- [YOUR OBJECTIVE]: Lines below that hold the word "nodes" must be copied in full.

Top of RECORD EXCERPTS

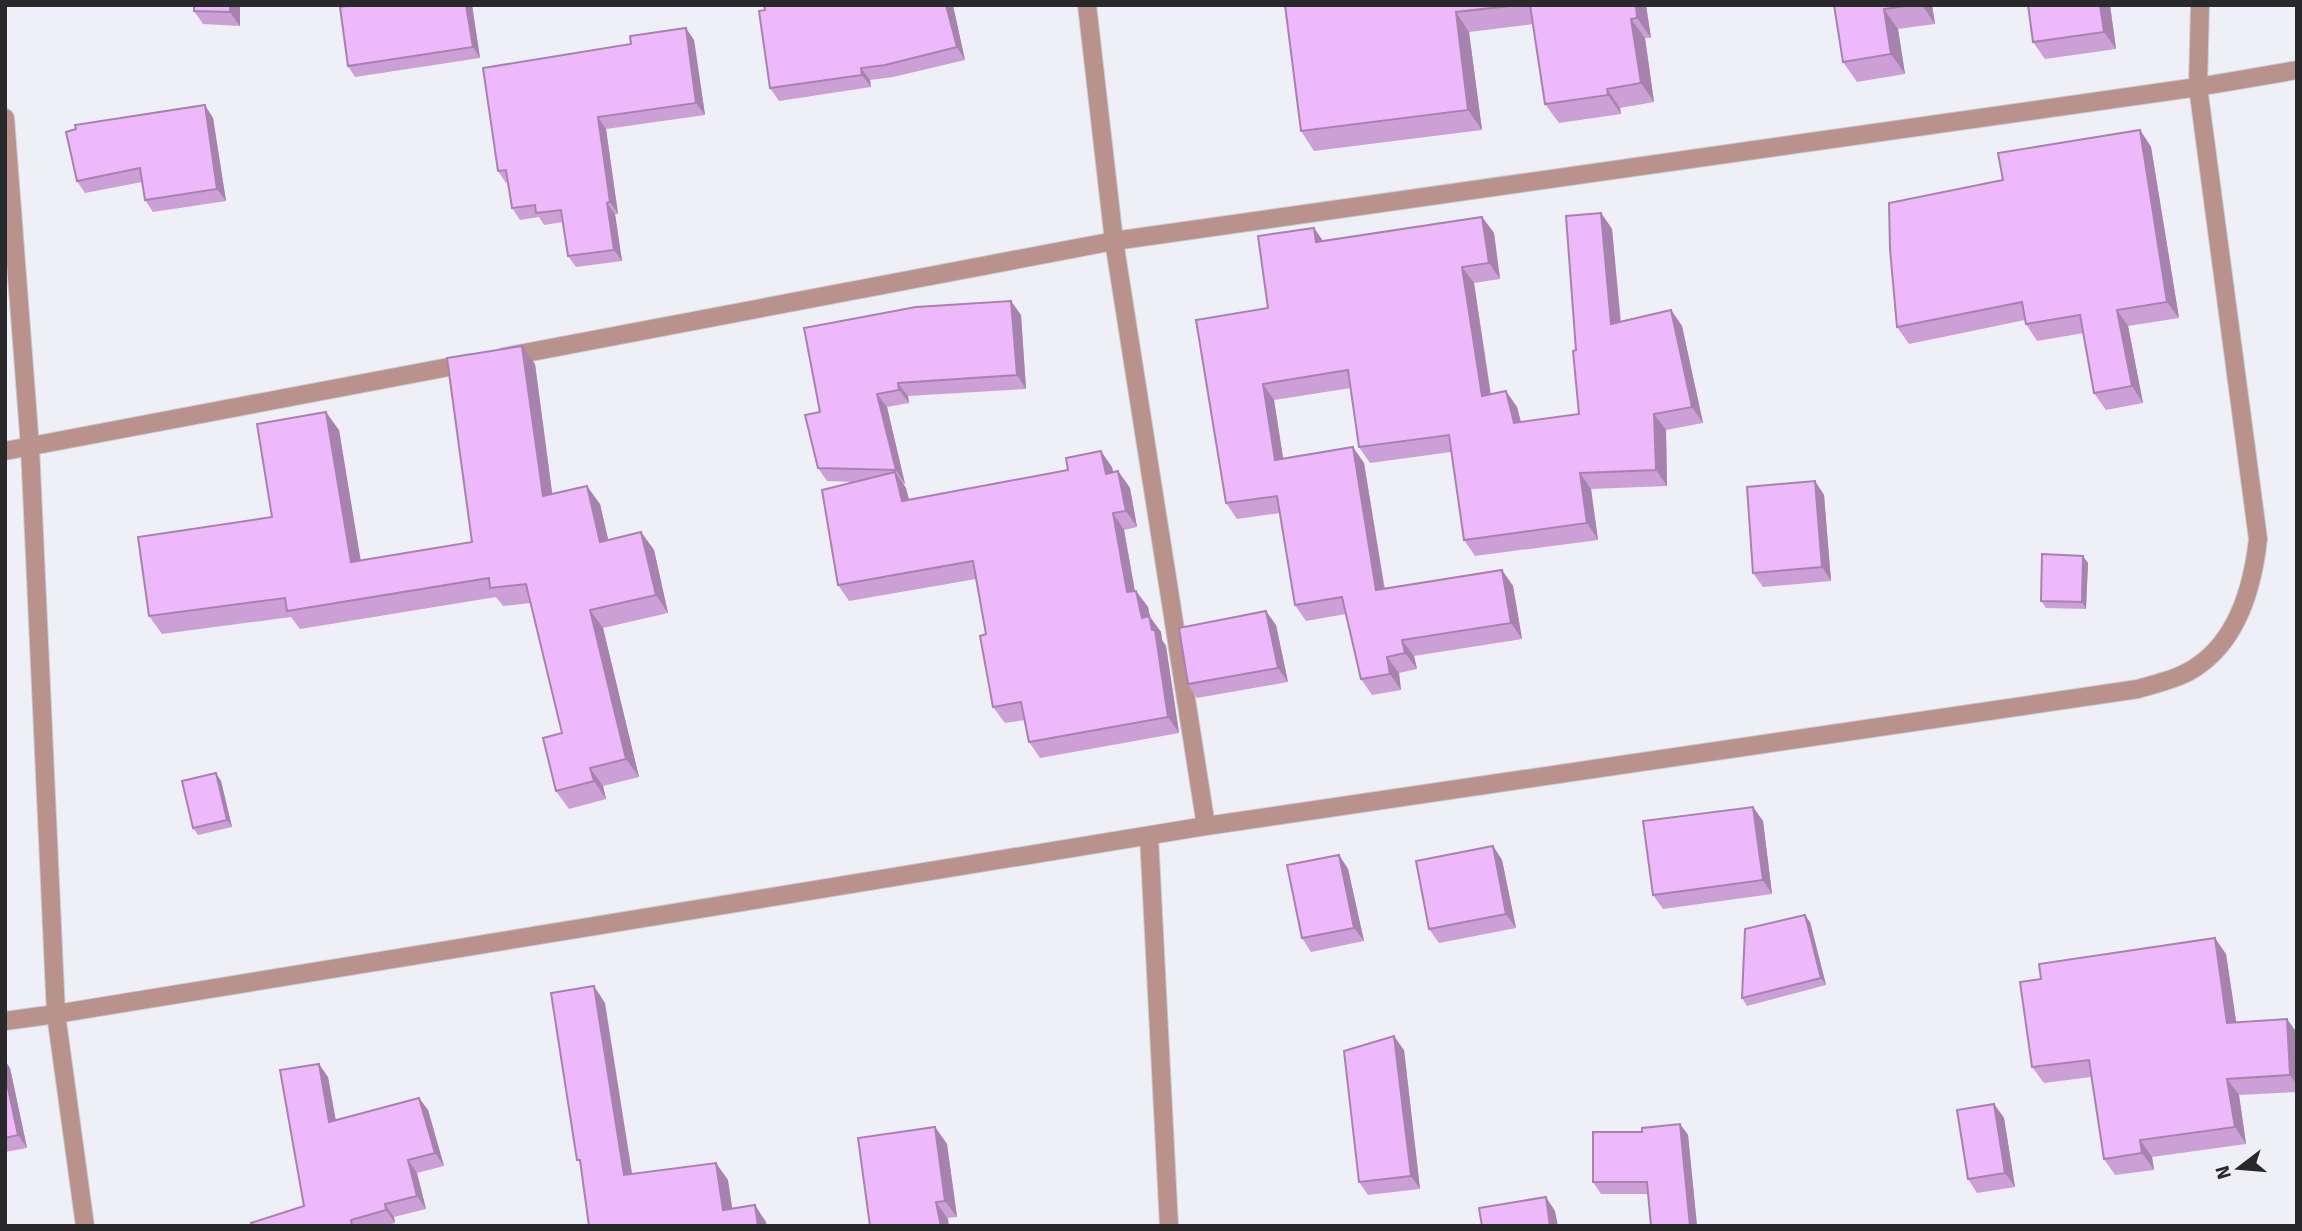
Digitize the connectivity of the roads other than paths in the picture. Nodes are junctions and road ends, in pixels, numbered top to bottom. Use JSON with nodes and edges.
{"nodes":[{"id":1,"x":1087,"y":5,"type":"edge"},
{"id":2,"x":2200,"y":5,"type":"edge"},
{"id":3,"x":2297,"y":70,"type":"edge"},
{"id":4,"x":2198,"y":87,"type":"junction"},
{"id":5,"x":5,"y":118,"type":"edge"},
{"id":6,"x":1114,"y":241,"type":"junction"},
{"id":7,"x":30,"y":447,"type":"junction"},
{"id":8,"x":5,"y":451,"type":"edge"},
{"id":9,"x":1206,"y":827,"type":"junction"},
{"id":10,"x":1149,"y":836,"type":"junction"},
{"id":11,"x":56,"y":1014,"type":"junction"},
{"id":12,"x":5,"y":1021,"type":"edge"},
{"id":13,"x":85,"y":1226,"type":"edge"},
{"id":14,"x":1169,"y":1226,"type":"edge"}],
"edges":[{"from":1,"to":6,"type":"street"},
{"from":2,"to":4,"type":"street"},
{"from":3,"to":4,"type":"street"},
{"from":4,"to":6,"type":"street"},
{"from":4,"to":9,"type":"street"},
{"from":5,"to":7,"type":"street"},
{"from":6,"to":7,"type":"street"},
{"from":6,"to":9,"type":"street"},
{"from":7,"to":8,"type":"street"},
{"from":7,"to":11,"type":"street"},
{"from":9,"to":10,"type":"street"},
{"from":10,"to":11,"type":"street"},
{"from":10,"to":14,"type":"street"},
{"from":11,"to":12,"type":"street"},
{"from":11,"to":13,"type":"street"}]}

Bottom of RECORD EXCERPTS

- [RESPONSE TO THE EXERCISE]:
Digitize the connectivity of the roads other than paths in the picture. Nodes are junctions and road ends, in pixels, numbered top to bottom. Use JSON with nodes and edges.
{"nodes":[{"id":1,"x":1087,"y":5,"type":"edge"},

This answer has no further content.